Verifying the Results
Run docker-compose up -d and wait about a minute. Access http://your-ip:5601 using the admin/admin credentials.
To see your logs, follow these 3 steps:
- Go to Stack Management -> Index Patterns.
- Create a new pattern:
itfromzero-logs-*. - Open Discover to see your logs in action.
Let’s try sending a simulated log entry:
echo '{"message": "Test log from IT From Zero", "level": "info"}' | fluent-cat debug.test
The log line will appear on the web interface instantly. This feeling is far more satisfying than staring at a screen while running grep through thousands of lines of black-and-white text.

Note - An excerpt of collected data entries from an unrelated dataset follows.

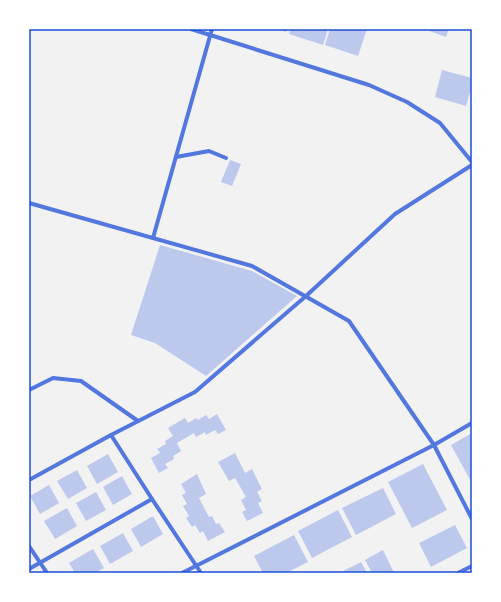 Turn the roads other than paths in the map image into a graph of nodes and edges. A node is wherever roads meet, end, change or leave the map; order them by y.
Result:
1 (191, 29) edge
2 (212, 29) edge
3 (211, 35) junction
4 (176, 157) junction
5 (226, 158) dead end
6 (472, 162) edge
7 (472, 165) edge
8 (29, 203) edge
9 (153, 238) junction
10 (306, 296) junction
11 (29, 390) edge
12 (138, 421) junction
13 (472, 423) edge
14 (112, 435) junction
15 (434, 445) junction
16 (29, 480) edge
17 (152, 500) junction
18 (472, 519) edge
19 (29, 546) edge
20 (40, 563) junction
21 (196, 565) junction
22 (472, 566) edge
23 (29, 569) edge
24 (47, 573) edge
25 (182, 573) edge
26 (201, 573) edge
27 (458, 573) edge

1 - 3 street
2 - 3 street
3 - 4 street
3 - 6 street
4 - 5 street
4 - 9 street
7 - 10 street
8 - 9 street
9 - 10 street
10 - 12 street
10 - 15 street
11 - 12 street
12 - 14 street
13 - 15 street
14 - 16 street
14 - 17 street
15 - 18 street
15 - 21 street
17 - 20 street
17 - 21 street
19 - 20 street
20 - 23 street
20 - 24 street
21 - 25 street
21 - 26 street
22 - 27 street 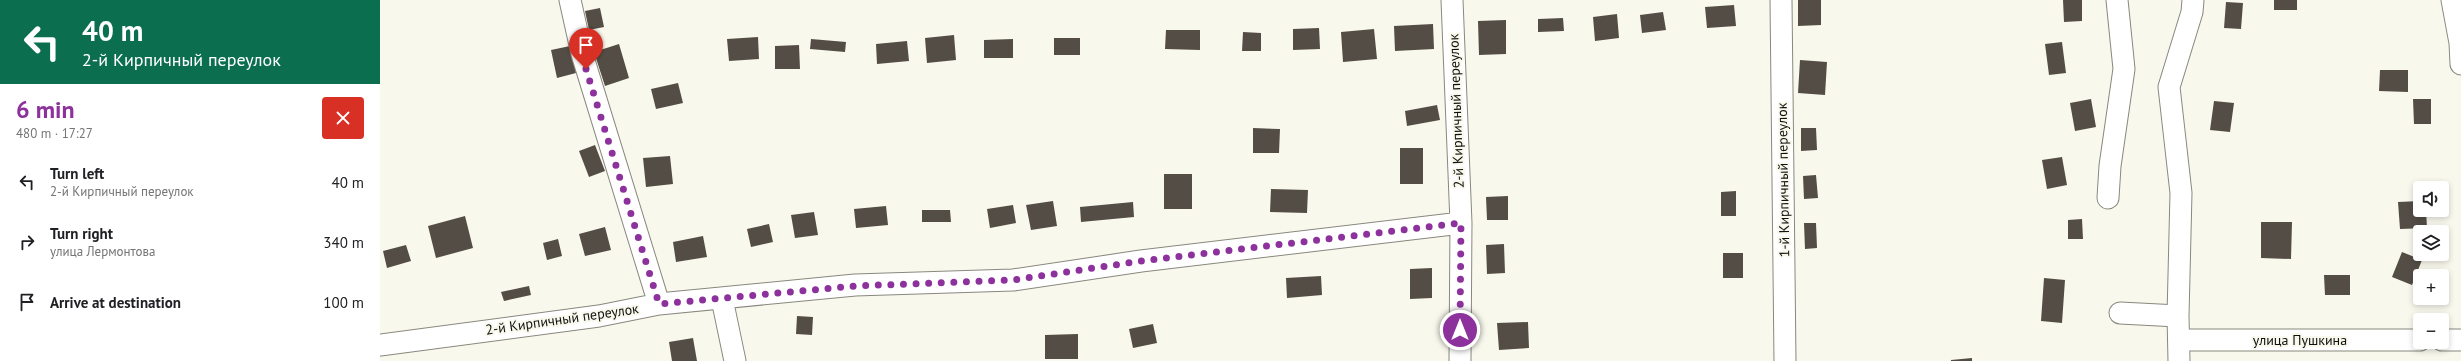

Hard-Learned Lessons from the Field
While deploying this system, I picked up a few valuable lessons for you:
- Buffer is your insurance: Always configure a
<buffer>. If OpenSearch goes down temporarily, Fluentd will store logs on the disk and resync them later, preventing the loss of critical data. - Permission Errors: If you let Fluentd read files directly from
/var/log, ensure thefluentuser hasreadpermissions. I once wasted an entire afternoon just because I forgot tochmoda log file. - Leverage Docker Log Drivers: You can configure all Docker containers on other servers to ship logs directly to your central Fluentd instance. This keeps your setup lean by removing the need for agents on every single node.
Building a centralized logging system is a mandatory step if you want to advance in DevOps or SRE. With Fluentd and OpenSearch, you have a weapon that is powerful enough yet light enough to run smoothly on even the cheapest VPS.